1999 benefit concert in Dili, East Timor

Tour of Duty – Concert for the Troops was a benefit concert held on 21 December 1999 in Dili, East Timor, for the Australian troops serving with the International Force for East Timor (INTERFET).

The concert was a special Christmas present to show appreciation and support for the troops stationed in East Timor, away from their families for Christmas. It was held at Dili Stadium in front of 4000 troops from INTERFET countries, and also broadcast in Australia. Some of the troops in the audience held up signs with well wishes for their families back home.

Singer-songwriter and musician Doc Neeson initiated the concert, and it was organised by music promoter Glenn Wheatley. Comedy duo Roy and HG were the comperes. Featured acts included John Farnham, Kylie Minogue, Doc Neeson, Gina Jeffreys, James Blundell, The Living End, Dili Allstars and the RMC Band.

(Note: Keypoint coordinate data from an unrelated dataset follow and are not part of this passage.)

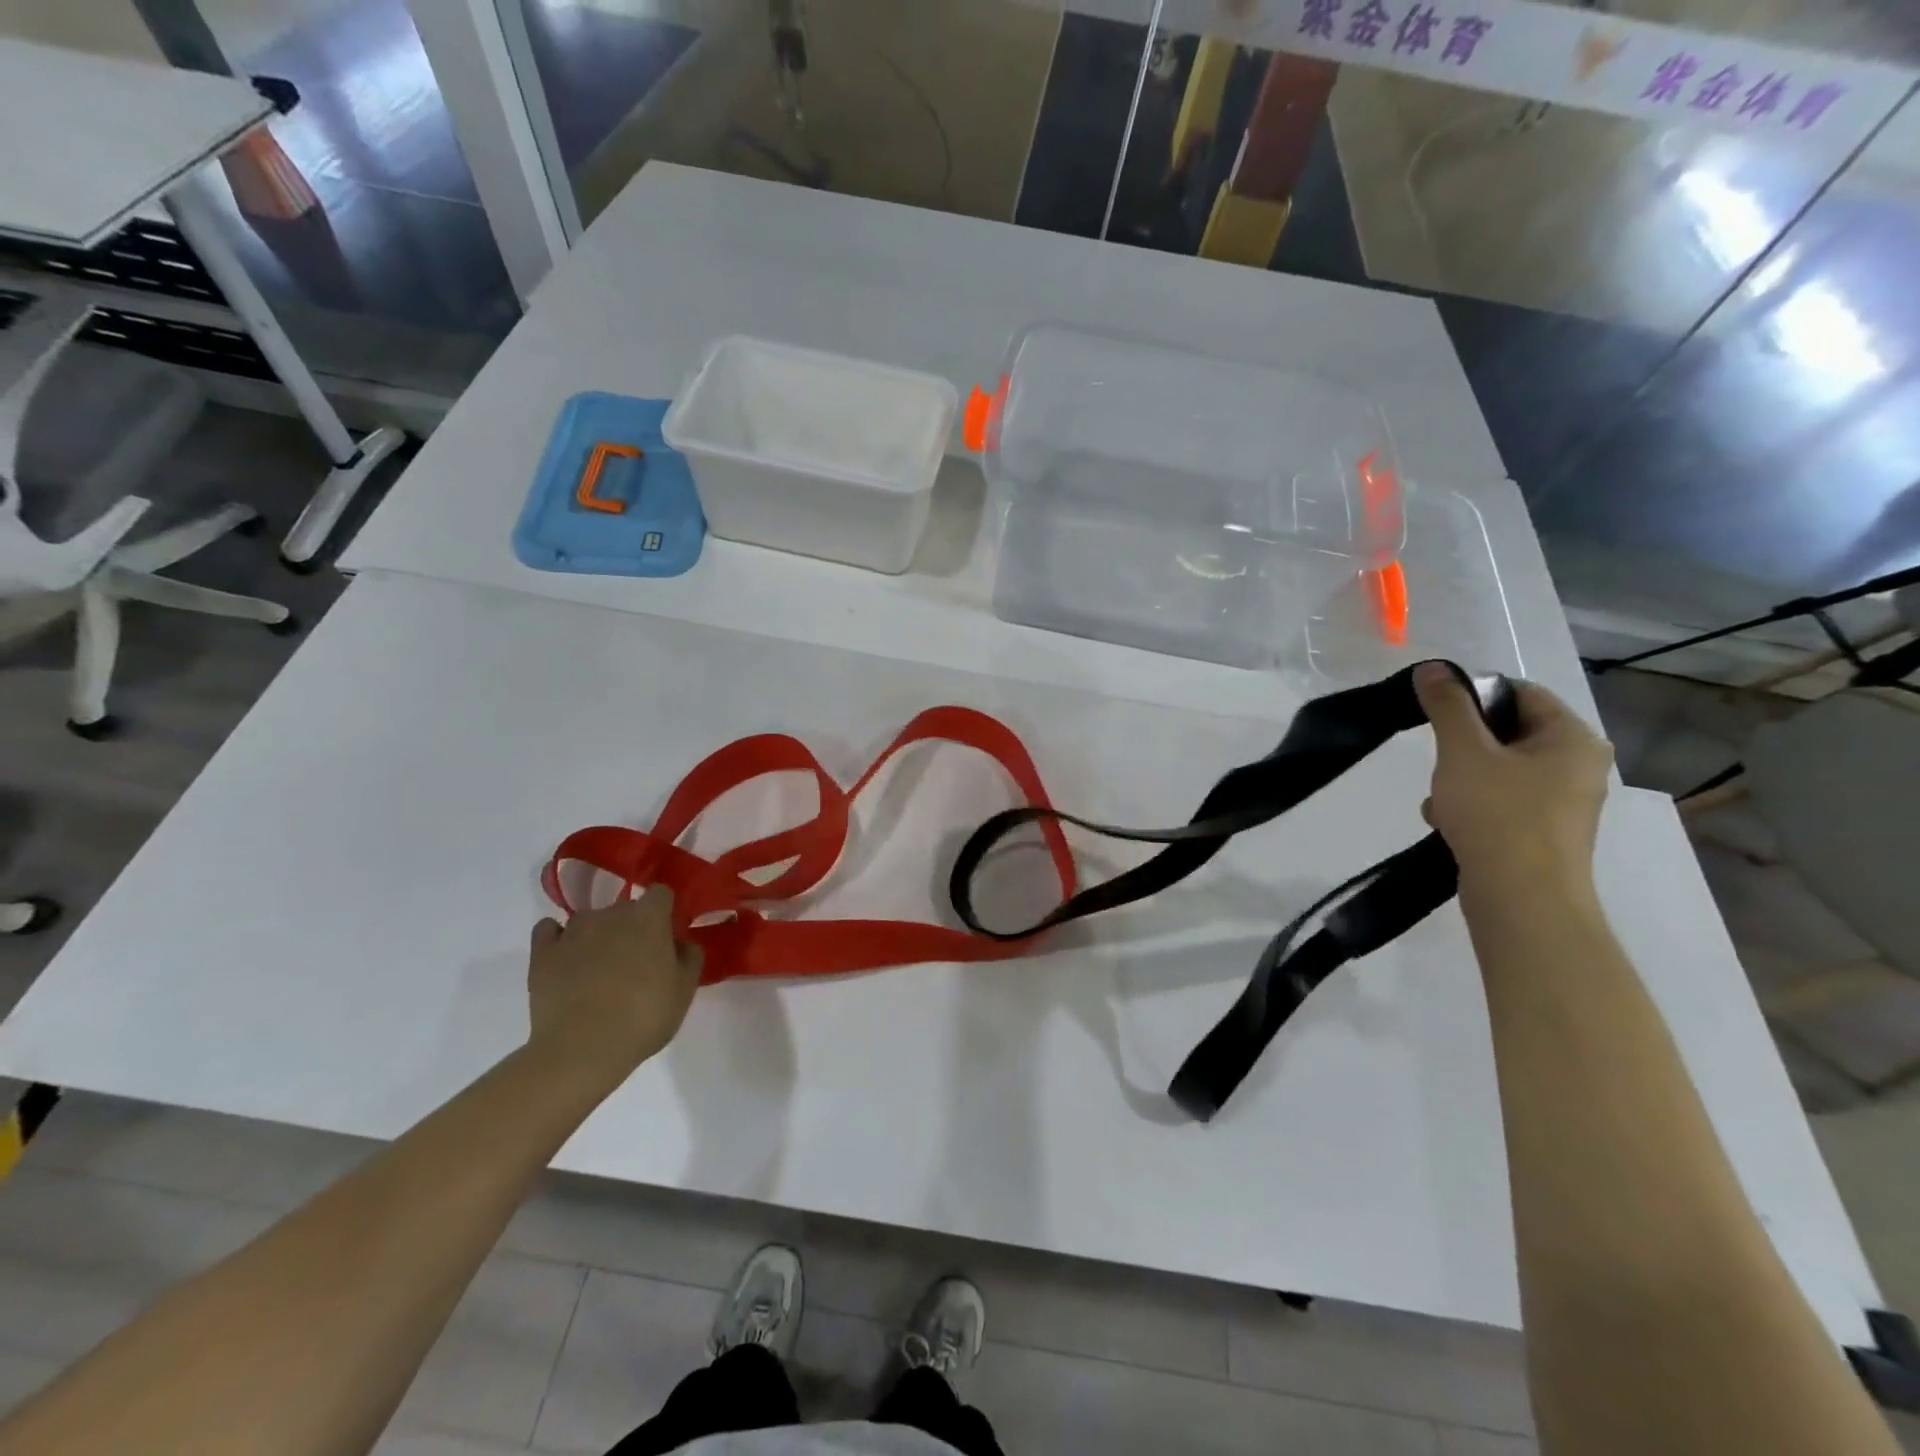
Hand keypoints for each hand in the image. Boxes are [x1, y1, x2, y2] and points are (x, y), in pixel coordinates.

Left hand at [526, 888, 703, 1082]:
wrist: (582, 1048)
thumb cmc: (644, 1016)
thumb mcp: (685, 989)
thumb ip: (689, 956)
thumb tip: (679, 943)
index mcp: (649, 917)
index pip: (660, 894)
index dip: (664, 912)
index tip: (666, 937)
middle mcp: (610, 914)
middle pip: (625, 908)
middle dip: (632, 928)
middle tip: (636, 963)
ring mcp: (572, 931)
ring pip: (589, 920)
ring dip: (597, 936)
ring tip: (598, 970)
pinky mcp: (541, 953)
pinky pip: (548, 931)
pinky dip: (557, 939)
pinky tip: (565, 959)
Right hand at [1413, 663, 1612, 885]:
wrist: (1521, 900)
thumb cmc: (1498, 815)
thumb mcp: (1464, 751)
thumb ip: (1447, 706)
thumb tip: (1433, 668)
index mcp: (1573, 738)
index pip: (1520, 692)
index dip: (1473, 696)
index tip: (1436, 714)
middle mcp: (1578, 765)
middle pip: (1507, 732)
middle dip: (1462, 745)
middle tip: (1439, 761)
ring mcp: (1562, 803)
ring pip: (1498, 769)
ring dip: (1460, 778)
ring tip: (1440, 799)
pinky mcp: (1541, 833)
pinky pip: (1500, 801)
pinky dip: (1470, 805)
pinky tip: (1446, 821)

Neeson participated in the concert despite having been involved earlier in the month in a serious traffic accident in Australia, in which he had suffered severe whiplash and serious nerve damage to his neck and spine. During the concert, he performed a number of The Angels tracks and duets with Farnham, Minogue and The Living End.

The concert was supported by the Australian entertainment industry and sponsors, some of which supplied products for inclusion in 'Dili Bags' to be given to attending troops. Donations were also sought from the Australian public, on the basis that money raised from public sponsorship would be donated to CARE Australia to assist with its activities in East Timor.

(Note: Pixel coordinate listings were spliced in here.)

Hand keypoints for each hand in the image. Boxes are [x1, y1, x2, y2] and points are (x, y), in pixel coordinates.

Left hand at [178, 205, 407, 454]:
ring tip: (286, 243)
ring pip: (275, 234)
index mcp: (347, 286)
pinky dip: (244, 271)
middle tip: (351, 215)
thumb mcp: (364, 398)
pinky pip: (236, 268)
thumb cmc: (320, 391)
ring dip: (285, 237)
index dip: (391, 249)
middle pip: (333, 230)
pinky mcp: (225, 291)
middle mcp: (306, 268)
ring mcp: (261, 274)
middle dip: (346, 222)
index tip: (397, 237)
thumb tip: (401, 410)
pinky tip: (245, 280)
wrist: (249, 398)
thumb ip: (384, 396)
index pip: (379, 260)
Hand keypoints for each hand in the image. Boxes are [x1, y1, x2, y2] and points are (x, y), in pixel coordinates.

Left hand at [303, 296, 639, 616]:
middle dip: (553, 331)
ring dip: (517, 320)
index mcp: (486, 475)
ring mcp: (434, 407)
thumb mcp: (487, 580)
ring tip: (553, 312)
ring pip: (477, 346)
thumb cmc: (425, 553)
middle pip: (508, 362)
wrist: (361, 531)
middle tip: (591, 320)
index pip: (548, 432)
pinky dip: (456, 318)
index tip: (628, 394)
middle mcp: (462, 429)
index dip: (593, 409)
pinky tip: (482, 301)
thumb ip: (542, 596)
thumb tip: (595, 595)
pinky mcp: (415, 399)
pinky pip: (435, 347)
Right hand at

From the concert, an album with the following tracks was produced:

1. "She's So Fine" / "Sorry" - John Farnham and Doc Neeson
2. "Mambo No.5" - R.M.C. Band
3. "Way Out West" - James Blundell
4. "Have Yourself A Merry Little Christmas" - Gina Jeffreys
5. "Santa Baby" - Kylie Minogue
6. "You'll Never Walk Alone" - John Farnham
7. "Shadow Boxer" - Doc Neeson
8. "No Secrets" - Doc Neeson and Living End
9. "All Torn Down" - The Living End
10. "Jingle Bell Rock" - Kylie Minogue and The Living End
11. "Shout" - John Farnham and Kylie Minogue
12. "Have a Little Faith (In Me)" - John Farnham
13. "Chain Reaction" - John Farnham
14. "Silent Night" - Rachael Starkey (RMC Band)
15. "I Still Call Australia Home" - Everyone
16. "You're the Voice" - Everyone
17. "It's a Long Way to the Top" - Everyone
18. "Take a Long Line" - Everyone

The album was released for the first time on 25 April 2024.